All end-user PCs have been behind NAT since the late 90s unless the system was a dialup straggler. Enterprise users raw-dogging the internet only have themselves to blame.

  • I'm afraid this is factually wrong, my computer had a public IP until the early 2010s as around these days modems were just models and not routers too.

    And with IPv6 all my devices could be publicly addressed but I've enabled a firewall to block incoming traffic at the router level.

    • >my computer had a public IP until the early 2010s as around these days modems were just models and not routers too.

      You realize that wasn't the norm though right?

      4 replies →

  • Even discounting dial-up, this really depends on where you are in the world at the time. PPPoE and direct hookup (via the cable/ADSL modem) are still relatively common where I was at the time that Blaster was roaming around, while some countries have forced CGNAT even before CGNAT became a common word, usually for "protecting the children" like Cleanfeed (and even discounting that, event at the time you could still get IPv4 effortlessly there had been, and certainty there are still, crappy ISPs which don't really care about direct connections).

  • This is absolutely false. This only became common when wireless networking became ubiquitous, which wasn't until probably a decade later.

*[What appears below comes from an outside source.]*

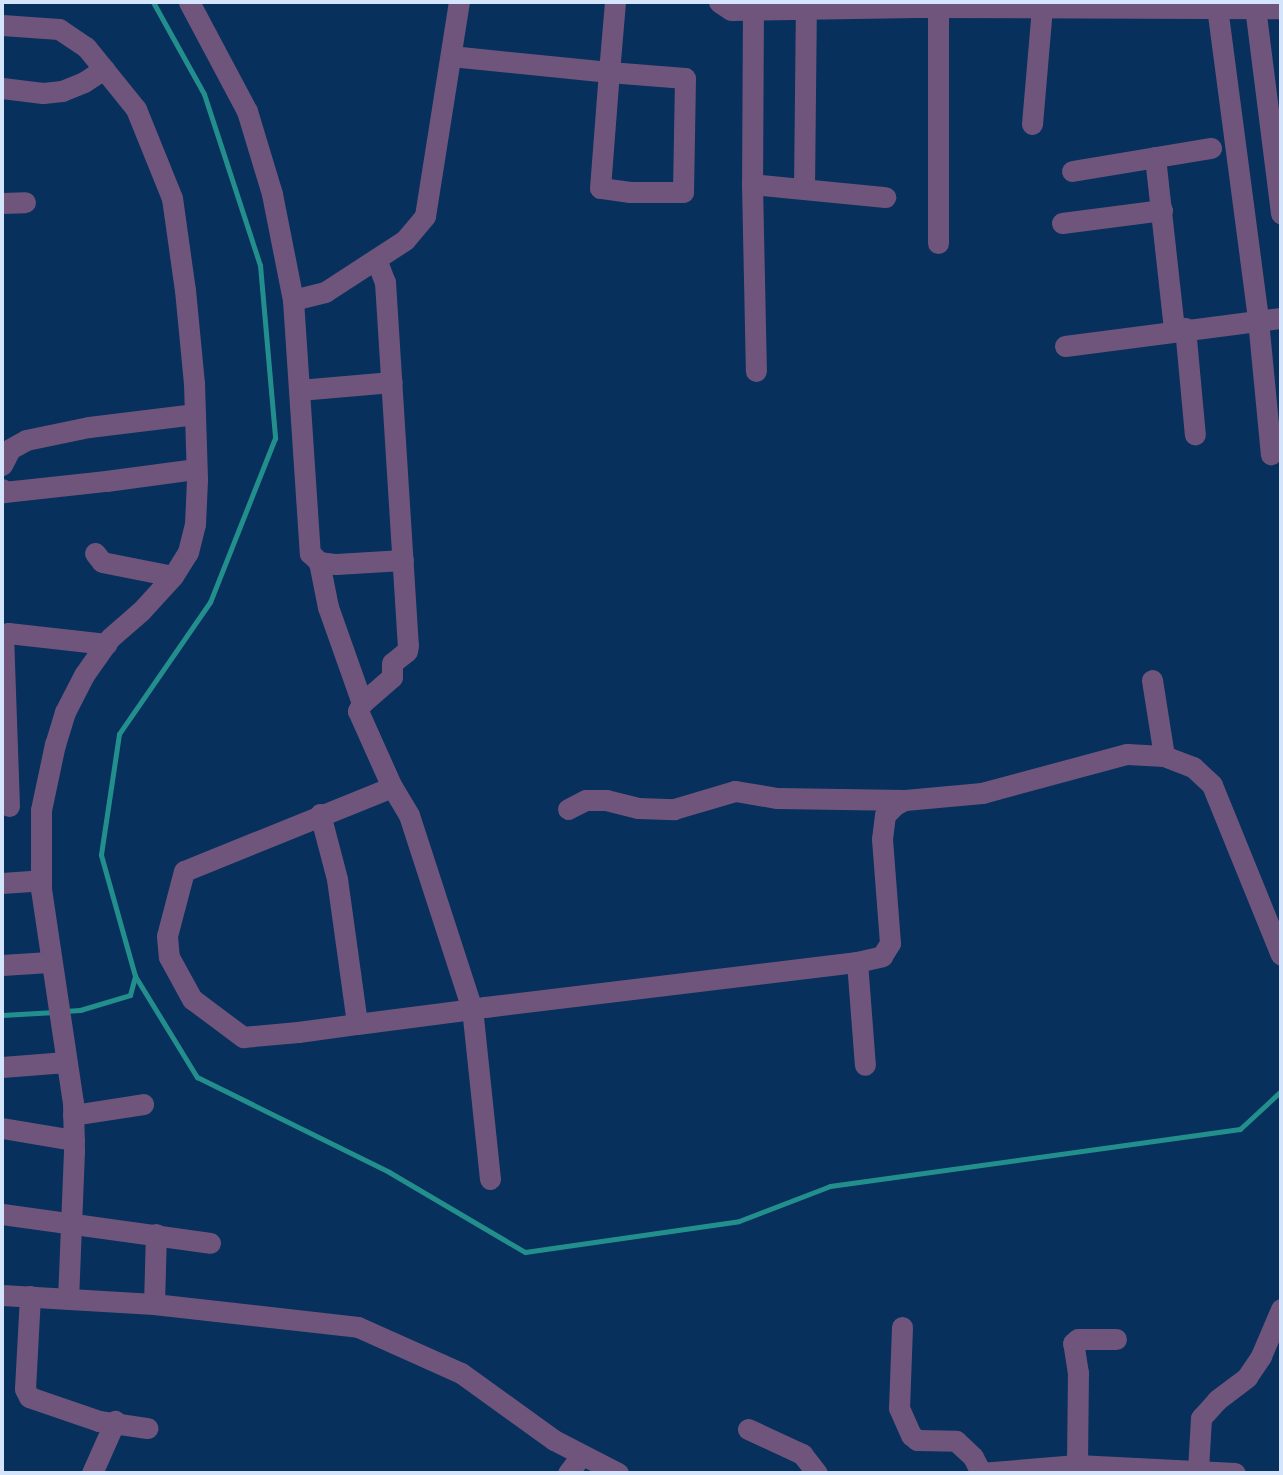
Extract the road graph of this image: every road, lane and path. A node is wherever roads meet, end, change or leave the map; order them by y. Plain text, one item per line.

    • When I got my first broadband Internet connection my contract explicitly prohibited me from using NAT. Apparently my Internet provider was concerned I would use NAT to connect multiple computers thus “stealing” bandwidth. This concern was not completely unfounded since people sometimes would set up one connection and share it with neighboring apartments. Also having one computer per household was normal back then.